Ojos que no ven
Fue un delfín saltando por encima del pico más grande de la mañana quien nos reveló la luz. Su celebración dejó en claro que la mesa estaba servida para los que venían con hambre. Una vez en el agua, decididos a enfrentar la ola más grande que se alce frente a nosotros, cambió la vibra tenebrosa de la mañana. Como si nuestra propia energía dictara las condiciones, salió el sol, calmó el viento, bajó la marea y se acomodó el escenario. El resto se lo dejo a las fotos.

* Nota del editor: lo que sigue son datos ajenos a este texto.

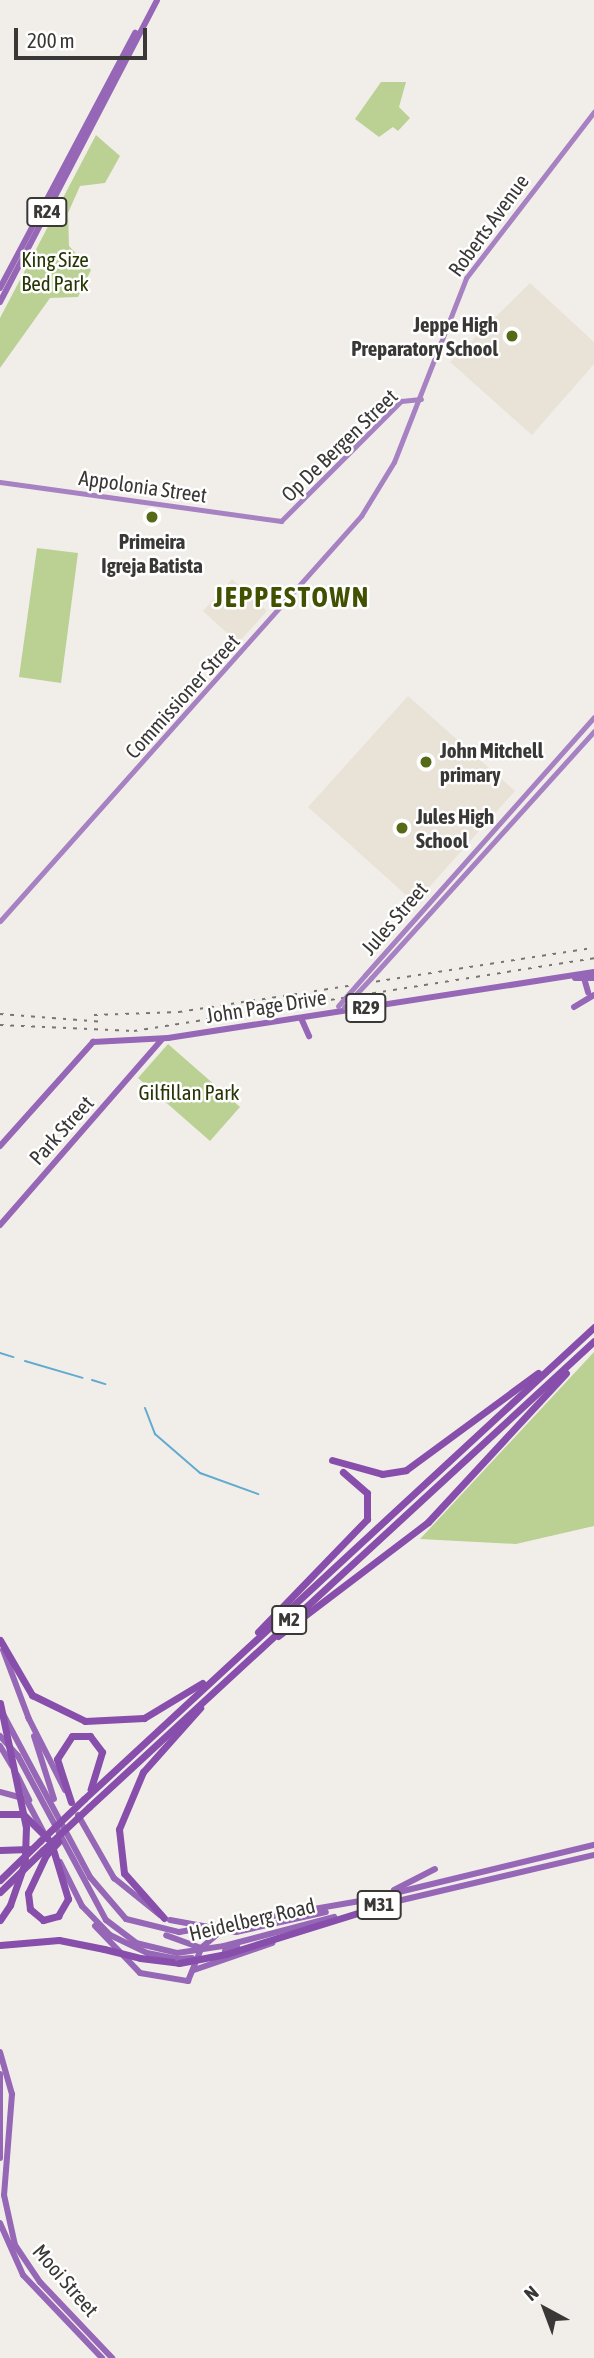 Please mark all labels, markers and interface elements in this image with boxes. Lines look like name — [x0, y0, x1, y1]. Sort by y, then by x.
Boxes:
scale bar — [18, 14, 150, 58]
text: 200 m — [27, 28, 75, 52]
street label: Roberts Avenue — [442, 169, 534, 281]
road number: R24 — [26, 196, 68, 228]
park label: King Size Bed Park — [21, 246, 89, 296]
place label: Jeppe High Preparatory School — [351, 311, 498, 361]
marker: Jeppe High Preparatory School — [504, 328, 520, 344]
street label: Op De Bergen Street — [276, 383, 402, 507]
street label: Appolonia Street — [77, 465, 209, 507]
marker: Primeira Igreja Batista — [144, 509, 160, 525]
place label: Primeira Igreja Batista — [101, 528, 203, 578]
district label: JEPPESTOWN — [215, 580, 369, 614]
street label: Commissioner Street — [120, 629, 244, 763]
place label: John Mitchell primary — [440, 737, 543, 787]
marker: John Mitchell primary — [418, 754, 434, 770]
place label: Jules High School — [416, 803, 494, 853]
marker: Jules High School — [394, 820, 410, 836]
street label: Jules Street — [356, 876, 432, 960]
street label: John Page Drive — [204, 984, 328, 1028]
road number: R29 — [345, 992, 387, 1024]
park label: Gilfillan Park — [138, 1079, 240, 1105]
street label: Park Street — [24, 1090, 98, 1170]
road number: M2 — [270, 1604, 308, 1636]
road number: M31 — [356, 1890, 402, 1921]
street label: Heidelberg Road — [186, 1892, 318, 1946]
street label: Mooi Street — [28, 2239, 104, 2321]
north arrow — [510, 2274, 580, 2344]
text: N — [520, 2281, 543, 2305] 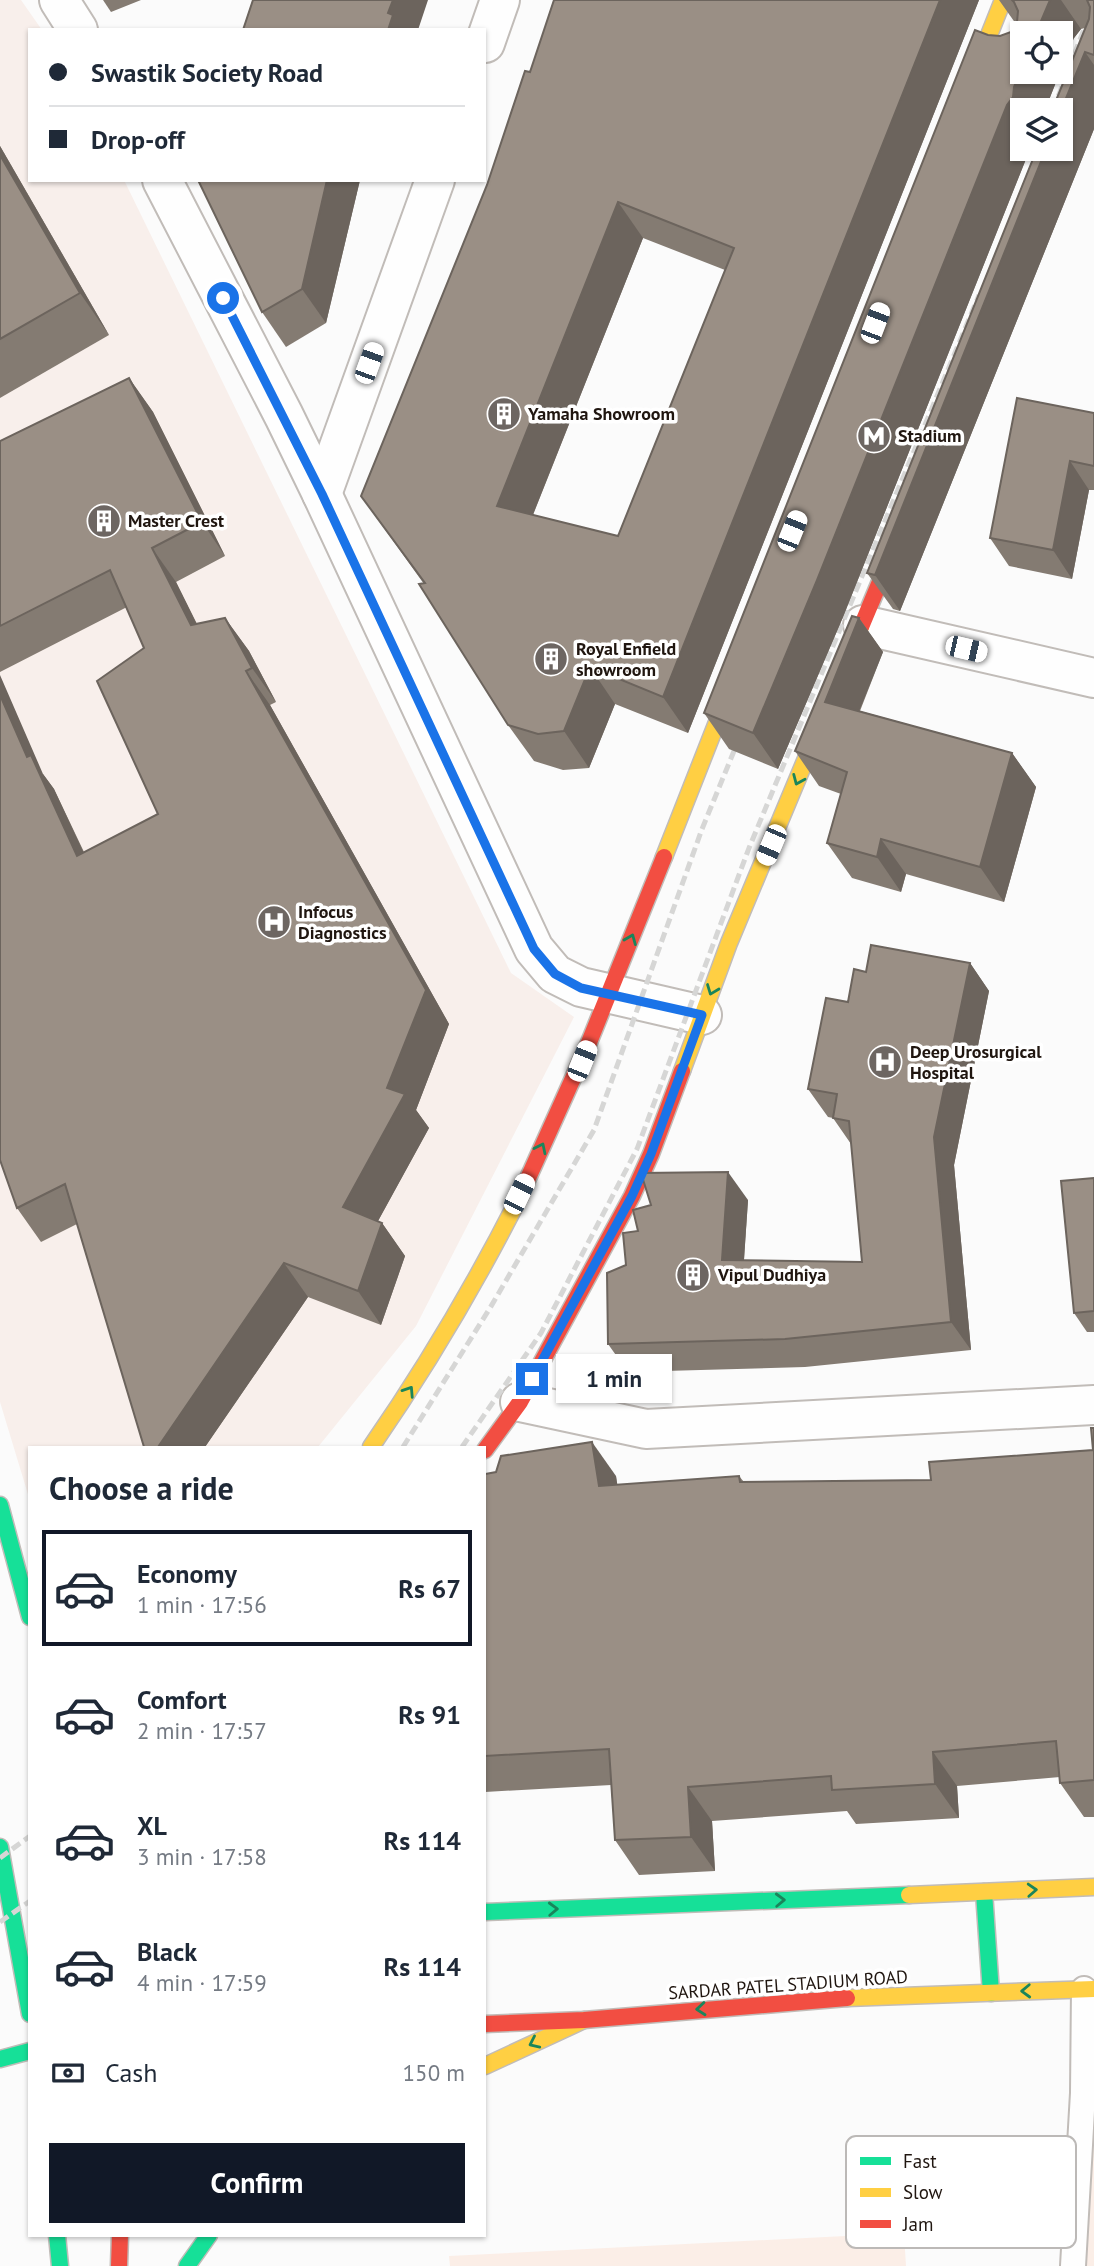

Esta ola solo se abrirá ante quien le tenga fe y aprecie su potencial. Es un lugar mágico, una reserva virgen a prontos minutos del almuerzo en casa. Un lugar que esconde olas inimaginables, cuevas interminables, playas desoladas, y un mar lleno de vida e historia –¡todo a la vuelta de la esquina!–. Es curioso destacar cómo uno se puede pasar la vida entera buscando en los rincones más lejanos del planeta lo que se esconde en tu propio jardín. Tan cerca, sí, pero muy lejos de brindar la gloria también. No es asequible encarar una bestia y domarla. No viene fácil la decisión de voltear y lanzarse bajo el labio de un edificio líquido sabiendo que fácilmente se puede acabar almorzando muy-muy y no en aquella cercana casa. El riesgo es real, pero en este lugar la ola perfecta también lo puede ser.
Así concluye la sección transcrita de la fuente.